■ Work to be completed ■
Report every line below that has the string "Real" in it.

■ Task input ■
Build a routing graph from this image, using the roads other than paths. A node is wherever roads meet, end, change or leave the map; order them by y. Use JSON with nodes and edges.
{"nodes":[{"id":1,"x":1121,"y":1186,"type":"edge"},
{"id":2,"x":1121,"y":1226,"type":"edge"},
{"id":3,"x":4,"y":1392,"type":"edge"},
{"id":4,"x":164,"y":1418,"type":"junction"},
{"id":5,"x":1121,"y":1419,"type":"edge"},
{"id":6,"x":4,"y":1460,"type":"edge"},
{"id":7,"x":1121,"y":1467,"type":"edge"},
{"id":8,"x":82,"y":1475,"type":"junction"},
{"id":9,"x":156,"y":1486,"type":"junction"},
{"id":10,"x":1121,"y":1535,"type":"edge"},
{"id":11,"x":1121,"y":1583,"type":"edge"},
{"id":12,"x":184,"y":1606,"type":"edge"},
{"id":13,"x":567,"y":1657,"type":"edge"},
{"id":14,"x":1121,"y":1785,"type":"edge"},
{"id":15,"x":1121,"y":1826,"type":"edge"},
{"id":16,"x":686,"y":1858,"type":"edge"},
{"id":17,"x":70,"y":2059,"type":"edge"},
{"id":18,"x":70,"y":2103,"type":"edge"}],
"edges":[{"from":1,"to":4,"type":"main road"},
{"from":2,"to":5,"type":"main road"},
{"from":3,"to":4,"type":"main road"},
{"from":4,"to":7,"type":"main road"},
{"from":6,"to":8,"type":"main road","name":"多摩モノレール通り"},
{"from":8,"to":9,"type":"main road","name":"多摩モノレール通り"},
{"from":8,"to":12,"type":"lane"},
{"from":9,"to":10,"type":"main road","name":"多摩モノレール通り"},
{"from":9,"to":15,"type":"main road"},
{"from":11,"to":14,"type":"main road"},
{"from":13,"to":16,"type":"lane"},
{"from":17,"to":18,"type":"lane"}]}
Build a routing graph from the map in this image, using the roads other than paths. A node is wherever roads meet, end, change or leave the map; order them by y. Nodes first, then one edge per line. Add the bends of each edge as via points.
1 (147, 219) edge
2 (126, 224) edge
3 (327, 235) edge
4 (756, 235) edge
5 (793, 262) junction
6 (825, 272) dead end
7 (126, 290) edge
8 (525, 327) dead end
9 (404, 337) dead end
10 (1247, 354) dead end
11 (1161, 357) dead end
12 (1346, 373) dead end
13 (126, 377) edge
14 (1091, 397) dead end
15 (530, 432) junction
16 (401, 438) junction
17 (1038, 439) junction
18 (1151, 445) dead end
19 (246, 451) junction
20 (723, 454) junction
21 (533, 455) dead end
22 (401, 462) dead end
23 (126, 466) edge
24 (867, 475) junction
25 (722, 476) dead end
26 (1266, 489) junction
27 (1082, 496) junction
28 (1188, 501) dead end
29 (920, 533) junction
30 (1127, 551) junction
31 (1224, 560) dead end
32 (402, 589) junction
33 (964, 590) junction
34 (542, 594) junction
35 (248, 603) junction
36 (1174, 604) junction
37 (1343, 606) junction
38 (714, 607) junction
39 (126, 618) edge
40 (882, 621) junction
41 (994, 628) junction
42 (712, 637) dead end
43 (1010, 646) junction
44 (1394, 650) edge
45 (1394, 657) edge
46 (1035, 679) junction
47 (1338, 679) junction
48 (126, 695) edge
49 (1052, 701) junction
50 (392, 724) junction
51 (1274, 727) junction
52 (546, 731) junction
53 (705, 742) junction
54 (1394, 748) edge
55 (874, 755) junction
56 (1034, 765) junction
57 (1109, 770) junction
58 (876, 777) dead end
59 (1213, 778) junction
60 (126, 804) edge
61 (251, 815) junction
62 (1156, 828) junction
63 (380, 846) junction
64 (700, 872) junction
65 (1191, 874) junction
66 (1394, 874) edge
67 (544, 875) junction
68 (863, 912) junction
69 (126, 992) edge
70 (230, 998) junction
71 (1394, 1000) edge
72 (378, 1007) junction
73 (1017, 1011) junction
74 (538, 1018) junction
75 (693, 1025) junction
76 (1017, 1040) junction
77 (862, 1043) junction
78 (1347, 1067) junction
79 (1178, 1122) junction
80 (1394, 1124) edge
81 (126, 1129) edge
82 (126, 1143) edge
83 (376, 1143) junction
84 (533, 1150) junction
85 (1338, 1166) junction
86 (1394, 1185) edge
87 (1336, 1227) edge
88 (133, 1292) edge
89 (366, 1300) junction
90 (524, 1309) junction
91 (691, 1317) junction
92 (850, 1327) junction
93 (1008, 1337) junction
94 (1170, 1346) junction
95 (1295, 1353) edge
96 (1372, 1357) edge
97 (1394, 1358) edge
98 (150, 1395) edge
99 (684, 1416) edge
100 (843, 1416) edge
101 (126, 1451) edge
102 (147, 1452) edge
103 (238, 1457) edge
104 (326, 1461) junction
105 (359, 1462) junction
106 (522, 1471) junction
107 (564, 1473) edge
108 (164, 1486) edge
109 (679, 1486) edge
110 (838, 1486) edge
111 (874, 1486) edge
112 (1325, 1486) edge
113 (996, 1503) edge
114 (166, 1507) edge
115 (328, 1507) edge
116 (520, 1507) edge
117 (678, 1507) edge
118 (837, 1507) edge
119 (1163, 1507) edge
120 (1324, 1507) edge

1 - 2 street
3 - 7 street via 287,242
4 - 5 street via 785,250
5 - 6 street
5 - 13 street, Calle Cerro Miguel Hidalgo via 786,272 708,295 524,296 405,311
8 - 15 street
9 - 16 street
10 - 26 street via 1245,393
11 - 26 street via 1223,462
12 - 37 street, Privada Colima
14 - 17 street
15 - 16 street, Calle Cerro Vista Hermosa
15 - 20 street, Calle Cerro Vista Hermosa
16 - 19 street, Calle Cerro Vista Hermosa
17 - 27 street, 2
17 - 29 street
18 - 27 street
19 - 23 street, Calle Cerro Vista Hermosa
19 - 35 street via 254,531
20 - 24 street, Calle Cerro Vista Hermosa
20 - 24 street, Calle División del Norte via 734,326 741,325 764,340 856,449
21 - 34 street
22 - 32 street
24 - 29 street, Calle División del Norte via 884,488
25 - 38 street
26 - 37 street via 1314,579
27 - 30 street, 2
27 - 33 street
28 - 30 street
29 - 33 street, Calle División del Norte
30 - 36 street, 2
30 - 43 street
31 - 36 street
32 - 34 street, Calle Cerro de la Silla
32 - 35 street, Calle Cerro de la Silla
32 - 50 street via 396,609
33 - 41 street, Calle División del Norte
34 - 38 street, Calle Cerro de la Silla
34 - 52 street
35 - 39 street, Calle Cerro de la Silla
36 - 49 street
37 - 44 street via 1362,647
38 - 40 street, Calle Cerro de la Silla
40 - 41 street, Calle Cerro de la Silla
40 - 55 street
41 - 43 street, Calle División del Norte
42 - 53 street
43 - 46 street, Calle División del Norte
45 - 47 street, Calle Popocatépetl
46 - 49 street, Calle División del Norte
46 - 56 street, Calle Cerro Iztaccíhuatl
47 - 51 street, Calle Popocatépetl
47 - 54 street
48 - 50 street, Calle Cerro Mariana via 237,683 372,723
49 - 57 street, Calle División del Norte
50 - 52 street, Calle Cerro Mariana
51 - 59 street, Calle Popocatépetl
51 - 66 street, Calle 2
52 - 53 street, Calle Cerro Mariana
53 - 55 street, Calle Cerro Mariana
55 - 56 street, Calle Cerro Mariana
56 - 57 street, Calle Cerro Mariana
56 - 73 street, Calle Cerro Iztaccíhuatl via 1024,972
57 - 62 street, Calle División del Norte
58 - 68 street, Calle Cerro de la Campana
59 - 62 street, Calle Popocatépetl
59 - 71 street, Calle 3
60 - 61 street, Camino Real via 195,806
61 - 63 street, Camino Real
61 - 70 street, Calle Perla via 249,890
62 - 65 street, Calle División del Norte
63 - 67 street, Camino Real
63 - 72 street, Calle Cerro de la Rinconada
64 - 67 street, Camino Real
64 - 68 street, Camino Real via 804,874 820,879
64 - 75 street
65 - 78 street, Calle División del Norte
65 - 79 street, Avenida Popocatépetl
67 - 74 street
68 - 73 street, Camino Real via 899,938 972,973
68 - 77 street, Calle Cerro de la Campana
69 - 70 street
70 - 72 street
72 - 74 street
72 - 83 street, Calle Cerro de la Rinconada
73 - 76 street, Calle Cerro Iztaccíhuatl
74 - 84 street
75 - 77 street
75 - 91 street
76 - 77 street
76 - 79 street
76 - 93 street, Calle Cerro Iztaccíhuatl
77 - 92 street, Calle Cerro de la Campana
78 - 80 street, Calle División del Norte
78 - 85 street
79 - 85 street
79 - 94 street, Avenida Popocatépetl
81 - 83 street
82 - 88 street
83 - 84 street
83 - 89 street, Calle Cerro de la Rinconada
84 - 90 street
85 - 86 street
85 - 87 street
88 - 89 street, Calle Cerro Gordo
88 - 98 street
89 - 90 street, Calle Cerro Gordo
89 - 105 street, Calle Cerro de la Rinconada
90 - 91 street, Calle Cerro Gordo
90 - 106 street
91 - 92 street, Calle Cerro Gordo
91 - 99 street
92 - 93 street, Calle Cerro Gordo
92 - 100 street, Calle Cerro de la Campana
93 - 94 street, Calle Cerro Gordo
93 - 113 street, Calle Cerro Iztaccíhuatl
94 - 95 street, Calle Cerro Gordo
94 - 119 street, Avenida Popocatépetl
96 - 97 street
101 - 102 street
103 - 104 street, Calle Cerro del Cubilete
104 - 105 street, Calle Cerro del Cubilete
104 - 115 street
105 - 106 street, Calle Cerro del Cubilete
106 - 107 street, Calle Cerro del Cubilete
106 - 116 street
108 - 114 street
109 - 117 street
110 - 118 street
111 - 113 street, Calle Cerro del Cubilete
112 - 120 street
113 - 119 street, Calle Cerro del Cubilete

■ Output for this exercise ■
60 - 61 street, Camino Real via 195,806
61 - 63 street, Camino Real
63 - 67 street, Camino Real
64 - 67 street, Camino Real
64 - 68 street, Camino Real via 804,874 820,879
68 - 73 street, Camino Real via 899,938 972,973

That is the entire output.